Data excerpts section start

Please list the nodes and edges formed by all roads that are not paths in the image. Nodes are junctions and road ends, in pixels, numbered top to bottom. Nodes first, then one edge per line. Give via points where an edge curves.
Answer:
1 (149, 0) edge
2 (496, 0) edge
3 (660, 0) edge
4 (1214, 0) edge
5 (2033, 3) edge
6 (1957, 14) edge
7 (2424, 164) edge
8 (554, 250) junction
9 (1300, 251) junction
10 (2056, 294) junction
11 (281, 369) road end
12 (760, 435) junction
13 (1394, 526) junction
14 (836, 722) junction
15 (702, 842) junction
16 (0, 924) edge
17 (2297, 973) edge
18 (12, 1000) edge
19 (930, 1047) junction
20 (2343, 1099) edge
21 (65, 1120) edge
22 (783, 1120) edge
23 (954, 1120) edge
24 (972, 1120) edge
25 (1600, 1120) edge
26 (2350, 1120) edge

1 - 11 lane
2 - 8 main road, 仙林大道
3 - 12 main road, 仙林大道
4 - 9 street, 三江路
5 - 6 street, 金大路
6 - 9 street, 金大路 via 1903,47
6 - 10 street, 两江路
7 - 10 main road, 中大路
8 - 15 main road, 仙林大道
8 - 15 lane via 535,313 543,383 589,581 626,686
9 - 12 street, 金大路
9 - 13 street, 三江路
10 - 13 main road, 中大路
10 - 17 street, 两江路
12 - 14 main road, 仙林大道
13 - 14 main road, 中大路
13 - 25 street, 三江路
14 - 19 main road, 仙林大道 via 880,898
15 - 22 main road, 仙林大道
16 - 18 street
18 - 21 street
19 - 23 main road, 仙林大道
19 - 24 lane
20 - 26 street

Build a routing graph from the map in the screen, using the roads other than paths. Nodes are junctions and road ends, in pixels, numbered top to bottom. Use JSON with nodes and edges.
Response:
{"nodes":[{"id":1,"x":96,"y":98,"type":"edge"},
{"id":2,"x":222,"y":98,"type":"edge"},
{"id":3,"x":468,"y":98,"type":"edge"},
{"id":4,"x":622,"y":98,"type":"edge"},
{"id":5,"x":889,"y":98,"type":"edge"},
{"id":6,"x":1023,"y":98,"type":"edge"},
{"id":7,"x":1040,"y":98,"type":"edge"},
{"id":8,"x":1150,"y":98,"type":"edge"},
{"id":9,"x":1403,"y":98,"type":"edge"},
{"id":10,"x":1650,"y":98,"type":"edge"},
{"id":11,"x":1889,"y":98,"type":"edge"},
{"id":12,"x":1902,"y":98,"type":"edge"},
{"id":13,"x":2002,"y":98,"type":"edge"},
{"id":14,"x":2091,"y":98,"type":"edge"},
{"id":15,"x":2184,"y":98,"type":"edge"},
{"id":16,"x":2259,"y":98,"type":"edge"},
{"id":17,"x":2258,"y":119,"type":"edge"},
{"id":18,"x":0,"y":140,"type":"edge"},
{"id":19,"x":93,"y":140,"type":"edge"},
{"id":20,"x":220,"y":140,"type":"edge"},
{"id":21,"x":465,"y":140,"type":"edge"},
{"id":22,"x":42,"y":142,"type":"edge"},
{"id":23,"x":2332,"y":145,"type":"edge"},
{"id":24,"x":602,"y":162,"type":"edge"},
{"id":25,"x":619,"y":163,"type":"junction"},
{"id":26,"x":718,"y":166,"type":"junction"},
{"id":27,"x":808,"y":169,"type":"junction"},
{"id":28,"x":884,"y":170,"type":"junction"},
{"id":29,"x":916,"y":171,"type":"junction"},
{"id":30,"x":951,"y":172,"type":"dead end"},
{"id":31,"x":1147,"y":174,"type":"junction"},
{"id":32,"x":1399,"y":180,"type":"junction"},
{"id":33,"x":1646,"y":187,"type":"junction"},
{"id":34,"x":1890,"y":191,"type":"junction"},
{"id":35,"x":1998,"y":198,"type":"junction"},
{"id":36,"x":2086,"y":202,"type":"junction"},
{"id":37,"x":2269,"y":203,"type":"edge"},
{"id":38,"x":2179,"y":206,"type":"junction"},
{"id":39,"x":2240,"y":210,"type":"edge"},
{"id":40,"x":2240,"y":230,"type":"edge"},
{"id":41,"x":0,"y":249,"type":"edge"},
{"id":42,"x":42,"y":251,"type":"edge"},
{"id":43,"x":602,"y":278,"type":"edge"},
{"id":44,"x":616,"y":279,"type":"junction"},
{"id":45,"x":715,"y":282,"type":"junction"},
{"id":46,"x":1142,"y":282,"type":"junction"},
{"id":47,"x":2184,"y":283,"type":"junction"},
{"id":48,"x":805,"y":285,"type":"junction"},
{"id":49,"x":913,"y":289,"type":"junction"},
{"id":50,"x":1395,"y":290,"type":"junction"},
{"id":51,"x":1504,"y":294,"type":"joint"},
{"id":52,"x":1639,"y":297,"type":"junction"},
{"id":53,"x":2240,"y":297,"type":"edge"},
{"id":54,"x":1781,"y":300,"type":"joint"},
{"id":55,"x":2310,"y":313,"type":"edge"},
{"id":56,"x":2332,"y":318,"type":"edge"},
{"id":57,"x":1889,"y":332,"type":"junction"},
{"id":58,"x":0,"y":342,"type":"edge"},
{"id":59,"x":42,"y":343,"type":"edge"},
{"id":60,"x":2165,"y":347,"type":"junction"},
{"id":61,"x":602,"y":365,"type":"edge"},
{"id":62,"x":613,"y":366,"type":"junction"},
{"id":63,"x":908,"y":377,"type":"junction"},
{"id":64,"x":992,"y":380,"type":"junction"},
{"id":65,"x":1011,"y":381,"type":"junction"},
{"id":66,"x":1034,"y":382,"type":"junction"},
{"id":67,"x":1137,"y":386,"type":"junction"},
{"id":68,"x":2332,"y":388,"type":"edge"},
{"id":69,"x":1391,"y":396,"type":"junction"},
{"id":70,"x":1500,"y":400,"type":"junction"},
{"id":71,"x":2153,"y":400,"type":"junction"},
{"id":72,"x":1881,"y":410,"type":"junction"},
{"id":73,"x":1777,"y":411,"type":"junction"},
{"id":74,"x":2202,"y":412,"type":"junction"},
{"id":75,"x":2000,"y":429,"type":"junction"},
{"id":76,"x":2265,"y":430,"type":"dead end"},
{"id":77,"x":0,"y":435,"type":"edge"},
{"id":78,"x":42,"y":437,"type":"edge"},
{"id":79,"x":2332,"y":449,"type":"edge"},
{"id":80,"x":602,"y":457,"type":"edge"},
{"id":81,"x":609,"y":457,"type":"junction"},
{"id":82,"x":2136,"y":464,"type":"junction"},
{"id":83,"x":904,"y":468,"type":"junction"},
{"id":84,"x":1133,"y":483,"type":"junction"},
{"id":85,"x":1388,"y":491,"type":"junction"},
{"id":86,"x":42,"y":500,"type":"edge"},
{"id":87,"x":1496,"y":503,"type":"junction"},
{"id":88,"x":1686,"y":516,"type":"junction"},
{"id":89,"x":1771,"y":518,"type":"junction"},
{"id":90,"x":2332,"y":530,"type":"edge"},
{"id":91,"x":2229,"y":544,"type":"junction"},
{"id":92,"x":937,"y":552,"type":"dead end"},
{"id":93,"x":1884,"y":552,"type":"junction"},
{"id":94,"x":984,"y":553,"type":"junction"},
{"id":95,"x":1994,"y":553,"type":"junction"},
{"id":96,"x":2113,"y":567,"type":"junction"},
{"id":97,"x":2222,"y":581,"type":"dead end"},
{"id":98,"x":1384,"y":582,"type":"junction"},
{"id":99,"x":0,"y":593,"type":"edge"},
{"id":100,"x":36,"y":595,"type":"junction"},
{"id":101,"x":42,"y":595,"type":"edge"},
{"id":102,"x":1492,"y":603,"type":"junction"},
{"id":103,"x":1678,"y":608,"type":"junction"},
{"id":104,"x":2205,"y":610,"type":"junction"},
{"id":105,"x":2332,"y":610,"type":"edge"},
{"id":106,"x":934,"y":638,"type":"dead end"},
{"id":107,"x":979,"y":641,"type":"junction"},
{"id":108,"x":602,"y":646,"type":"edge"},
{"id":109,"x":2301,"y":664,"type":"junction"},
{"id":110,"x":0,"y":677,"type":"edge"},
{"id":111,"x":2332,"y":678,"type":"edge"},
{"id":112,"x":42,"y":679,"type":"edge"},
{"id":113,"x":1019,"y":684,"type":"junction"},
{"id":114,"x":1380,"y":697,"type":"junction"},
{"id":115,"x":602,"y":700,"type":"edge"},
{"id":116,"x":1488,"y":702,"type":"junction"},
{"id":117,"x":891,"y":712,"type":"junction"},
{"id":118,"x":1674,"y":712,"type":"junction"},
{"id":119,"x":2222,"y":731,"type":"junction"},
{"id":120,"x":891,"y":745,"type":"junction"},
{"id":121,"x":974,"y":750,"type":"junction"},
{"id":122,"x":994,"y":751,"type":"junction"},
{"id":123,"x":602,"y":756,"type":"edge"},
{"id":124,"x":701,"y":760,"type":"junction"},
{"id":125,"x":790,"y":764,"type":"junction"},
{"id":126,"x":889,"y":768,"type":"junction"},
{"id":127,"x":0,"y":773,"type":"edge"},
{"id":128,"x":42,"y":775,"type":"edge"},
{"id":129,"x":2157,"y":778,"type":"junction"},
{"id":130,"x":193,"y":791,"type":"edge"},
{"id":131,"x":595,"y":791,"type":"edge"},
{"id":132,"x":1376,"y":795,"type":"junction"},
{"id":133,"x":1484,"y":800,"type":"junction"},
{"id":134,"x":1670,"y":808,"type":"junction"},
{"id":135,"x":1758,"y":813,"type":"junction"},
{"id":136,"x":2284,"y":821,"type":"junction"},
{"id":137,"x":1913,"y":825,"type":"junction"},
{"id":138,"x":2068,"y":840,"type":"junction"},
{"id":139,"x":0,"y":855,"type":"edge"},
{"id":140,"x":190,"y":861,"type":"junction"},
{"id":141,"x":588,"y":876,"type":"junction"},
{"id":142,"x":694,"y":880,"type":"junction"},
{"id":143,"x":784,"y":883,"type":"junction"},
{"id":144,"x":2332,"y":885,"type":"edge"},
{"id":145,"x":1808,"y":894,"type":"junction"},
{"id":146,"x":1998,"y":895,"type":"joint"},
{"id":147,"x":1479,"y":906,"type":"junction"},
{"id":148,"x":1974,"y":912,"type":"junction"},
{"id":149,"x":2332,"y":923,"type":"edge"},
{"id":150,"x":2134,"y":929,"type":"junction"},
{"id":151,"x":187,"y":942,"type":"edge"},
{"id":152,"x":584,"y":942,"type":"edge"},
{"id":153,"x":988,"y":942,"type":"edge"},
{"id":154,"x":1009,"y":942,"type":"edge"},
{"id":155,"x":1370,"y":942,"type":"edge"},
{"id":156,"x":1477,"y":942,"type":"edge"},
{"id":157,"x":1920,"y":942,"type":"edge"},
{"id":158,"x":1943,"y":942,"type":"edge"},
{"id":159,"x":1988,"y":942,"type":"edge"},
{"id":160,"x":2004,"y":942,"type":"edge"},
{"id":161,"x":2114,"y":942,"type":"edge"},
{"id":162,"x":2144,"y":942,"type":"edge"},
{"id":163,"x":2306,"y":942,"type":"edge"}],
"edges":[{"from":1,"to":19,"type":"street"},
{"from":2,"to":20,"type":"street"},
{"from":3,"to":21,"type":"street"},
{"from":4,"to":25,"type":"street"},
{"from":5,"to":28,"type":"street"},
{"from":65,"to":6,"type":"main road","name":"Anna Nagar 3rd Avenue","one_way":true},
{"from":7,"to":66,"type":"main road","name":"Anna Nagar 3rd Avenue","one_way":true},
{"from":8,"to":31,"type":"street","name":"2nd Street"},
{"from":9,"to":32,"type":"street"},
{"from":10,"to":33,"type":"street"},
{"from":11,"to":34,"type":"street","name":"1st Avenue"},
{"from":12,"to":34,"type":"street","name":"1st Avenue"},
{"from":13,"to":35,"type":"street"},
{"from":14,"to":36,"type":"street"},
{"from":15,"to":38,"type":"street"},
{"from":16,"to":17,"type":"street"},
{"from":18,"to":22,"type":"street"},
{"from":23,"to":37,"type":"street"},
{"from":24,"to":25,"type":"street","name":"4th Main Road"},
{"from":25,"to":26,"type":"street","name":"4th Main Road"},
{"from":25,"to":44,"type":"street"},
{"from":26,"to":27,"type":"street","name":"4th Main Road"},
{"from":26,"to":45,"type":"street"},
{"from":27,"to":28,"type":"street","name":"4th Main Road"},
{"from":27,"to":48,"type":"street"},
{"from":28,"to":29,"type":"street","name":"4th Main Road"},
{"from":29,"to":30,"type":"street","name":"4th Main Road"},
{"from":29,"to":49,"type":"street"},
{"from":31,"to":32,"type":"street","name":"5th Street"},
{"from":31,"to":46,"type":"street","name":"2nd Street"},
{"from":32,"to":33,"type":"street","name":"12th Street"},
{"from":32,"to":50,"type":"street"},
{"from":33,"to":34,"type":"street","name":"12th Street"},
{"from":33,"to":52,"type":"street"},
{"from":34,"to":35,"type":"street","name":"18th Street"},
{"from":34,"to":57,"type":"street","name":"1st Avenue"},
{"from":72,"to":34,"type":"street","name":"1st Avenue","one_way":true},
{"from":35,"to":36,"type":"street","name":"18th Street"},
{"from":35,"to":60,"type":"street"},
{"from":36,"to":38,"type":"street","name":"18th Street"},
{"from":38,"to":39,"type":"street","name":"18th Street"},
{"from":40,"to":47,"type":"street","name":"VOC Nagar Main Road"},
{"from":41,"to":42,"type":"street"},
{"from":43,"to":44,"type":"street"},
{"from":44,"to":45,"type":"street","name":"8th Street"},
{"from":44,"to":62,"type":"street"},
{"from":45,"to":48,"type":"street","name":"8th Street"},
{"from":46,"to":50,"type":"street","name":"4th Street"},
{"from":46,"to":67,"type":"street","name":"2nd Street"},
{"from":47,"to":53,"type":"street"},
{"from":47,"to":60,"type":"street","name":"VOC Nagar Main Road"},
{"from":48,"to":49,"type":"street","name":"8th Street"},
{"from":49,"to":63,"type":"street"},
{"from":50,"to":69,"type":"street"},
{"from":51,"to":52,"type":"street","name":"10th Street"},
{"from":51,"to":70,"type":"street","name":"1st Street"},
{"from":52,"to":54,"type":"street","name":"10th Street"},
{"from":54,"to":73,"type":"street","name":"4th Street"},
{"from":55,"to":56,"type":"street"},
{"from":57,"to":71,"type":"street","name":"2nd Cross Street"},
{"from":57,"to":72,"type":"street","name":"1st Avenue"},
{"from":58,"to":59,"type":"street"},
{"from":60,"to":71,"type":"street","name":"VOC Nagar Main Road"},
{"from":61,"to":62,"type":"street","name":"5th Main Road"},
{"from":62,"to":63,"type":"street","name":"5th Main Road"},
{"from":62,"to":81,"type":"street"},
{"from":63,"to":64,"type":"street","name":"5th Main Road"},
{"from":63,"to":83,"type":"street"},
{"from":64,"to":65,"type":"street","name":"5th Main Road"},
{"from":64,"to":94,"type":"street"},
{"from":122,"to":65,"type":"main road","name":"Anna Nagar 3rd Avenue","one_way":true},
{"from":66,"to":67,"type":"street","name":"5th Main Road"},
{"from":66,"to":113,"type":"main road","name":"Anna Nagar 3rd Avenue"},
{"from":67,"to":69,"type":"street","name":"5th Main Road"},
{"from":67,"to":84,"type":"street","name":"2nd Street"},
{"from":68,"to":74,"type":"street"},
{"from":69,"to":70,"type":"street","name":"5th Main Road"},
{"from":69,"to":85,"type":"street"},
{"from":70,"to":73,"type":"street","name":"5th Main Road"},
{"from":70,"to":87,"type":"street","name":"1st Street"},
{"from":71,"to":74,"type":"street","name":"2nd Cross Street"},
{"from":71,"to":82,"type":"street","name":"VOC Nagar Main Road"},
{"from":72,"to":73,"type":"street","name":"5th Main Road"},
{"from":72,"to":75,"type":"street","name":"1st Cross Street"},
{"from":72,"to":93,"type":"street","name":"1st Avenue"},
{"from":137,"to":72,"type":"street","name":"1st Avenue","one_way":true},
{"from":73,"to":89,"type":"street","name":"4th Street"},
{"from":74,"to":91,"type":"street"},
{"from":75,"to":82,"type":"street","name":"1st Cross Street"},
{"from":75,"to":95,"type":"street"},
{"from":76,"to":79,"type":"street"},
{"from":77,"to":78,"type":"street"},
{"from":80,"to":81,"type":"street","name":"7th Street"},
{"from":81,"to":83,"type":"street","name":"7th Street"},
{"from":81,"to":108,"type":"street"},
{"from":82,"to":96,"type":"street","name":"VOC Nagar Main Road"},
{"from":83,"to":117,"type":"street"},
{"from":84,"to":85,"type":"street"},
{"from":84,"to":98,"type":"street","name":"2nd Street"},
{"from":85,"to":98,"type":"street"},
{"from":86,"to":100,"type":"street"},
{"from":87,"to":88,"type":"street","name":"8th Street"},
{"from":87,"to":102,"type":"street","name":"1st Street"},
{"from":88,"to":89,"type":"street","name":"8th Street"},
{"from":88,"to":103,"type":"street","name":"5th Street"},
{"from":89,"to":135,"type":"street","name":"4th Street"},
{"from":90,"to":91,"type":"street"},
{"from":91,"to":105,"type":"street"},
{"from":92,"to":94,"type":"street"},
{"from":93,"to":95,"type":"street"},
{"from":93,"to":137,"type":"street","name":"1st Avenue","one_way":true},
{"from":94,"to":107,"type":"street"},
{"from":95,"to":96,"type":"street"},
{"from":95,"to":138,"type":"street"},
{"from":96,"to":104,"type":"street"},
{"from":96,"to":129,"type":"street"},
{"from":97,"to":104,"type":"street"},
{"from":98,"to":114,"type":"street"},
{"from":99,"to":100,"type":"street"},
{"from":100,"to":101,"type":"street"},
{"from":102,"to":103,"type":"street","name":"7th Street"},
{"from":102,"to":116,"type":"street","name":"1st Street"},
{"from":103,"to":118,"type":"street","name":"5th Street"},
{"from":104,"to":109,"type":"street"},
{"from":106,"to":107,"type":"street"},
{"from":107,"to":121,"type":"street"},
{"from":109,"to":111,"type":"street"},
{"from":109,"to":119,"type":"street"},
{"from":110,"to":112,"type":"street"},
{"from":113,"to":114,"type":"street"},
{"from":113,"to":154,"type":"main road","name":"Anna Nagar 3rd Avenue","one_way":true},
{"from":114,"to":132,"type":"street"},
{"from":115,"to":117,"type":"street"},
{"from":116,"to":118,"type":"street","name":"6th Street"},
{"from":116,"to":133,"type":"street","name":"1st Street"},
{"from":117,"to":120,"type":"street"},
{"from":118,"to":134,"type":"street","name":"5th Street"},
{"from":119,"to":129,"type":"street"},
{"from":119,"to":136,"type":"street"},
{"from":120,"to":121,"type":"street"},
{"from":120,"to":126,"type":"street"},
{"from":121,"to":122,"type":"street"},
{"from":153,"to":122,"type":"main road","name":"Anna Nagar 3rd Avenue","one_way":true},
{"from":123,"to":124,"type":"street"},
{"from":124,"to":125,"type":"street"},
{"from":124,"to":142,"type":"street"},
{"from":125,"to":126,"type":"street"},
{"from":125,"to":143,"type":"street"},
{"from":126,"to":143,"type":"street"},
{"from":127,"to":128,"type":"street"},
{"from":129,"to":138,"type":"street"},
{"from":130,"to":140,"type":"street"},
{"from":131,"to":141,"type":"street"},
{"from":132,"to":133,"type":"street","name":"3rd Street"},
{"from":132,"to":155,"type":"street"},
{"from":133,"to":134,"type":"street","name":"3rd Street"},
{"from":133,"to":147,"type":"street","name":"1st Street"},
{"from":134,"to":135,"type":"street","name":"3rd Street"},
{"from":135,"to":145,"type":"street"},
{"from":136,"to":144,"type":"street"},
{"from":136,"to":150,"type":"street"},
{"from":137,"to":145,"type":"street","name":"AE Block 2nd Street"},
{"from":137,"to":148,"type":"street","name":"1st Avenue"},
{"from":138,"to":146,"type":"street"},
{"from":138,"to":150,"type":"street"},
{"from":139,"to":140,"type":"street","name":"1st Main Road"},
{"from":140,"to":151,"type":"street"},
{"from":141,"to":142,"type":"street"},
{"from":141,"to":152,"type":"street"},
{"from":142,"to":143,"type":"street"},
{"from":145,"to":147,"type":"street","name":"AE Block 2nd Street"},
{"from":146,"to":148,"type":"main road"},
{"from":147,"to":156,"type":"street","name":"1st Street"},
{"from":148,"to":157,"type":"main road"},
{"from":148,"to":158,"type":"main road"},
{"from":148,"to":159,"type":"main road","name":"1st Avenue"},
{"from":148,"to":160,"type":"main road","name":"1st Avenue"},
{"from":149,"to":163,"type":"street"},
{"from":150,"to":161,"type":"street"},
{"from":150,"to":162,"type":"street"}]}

Data excerpts section end

**Exercise instructions**
Go over the listing above and copy out each line that includes "dead".

**Response for this exercise**
{"id":30,"x":951,"y":172,"type":"dead end"},
{"id":76,"x":2265,"y":430,"type":"dead end"},
{"id":92,"x":937,"y":552,"type":"dead end"},
{"id":97,"x":2222,"y":581,"type":"dead end"},
{"id":106,"x":934,"y":638,"type":"dead end"},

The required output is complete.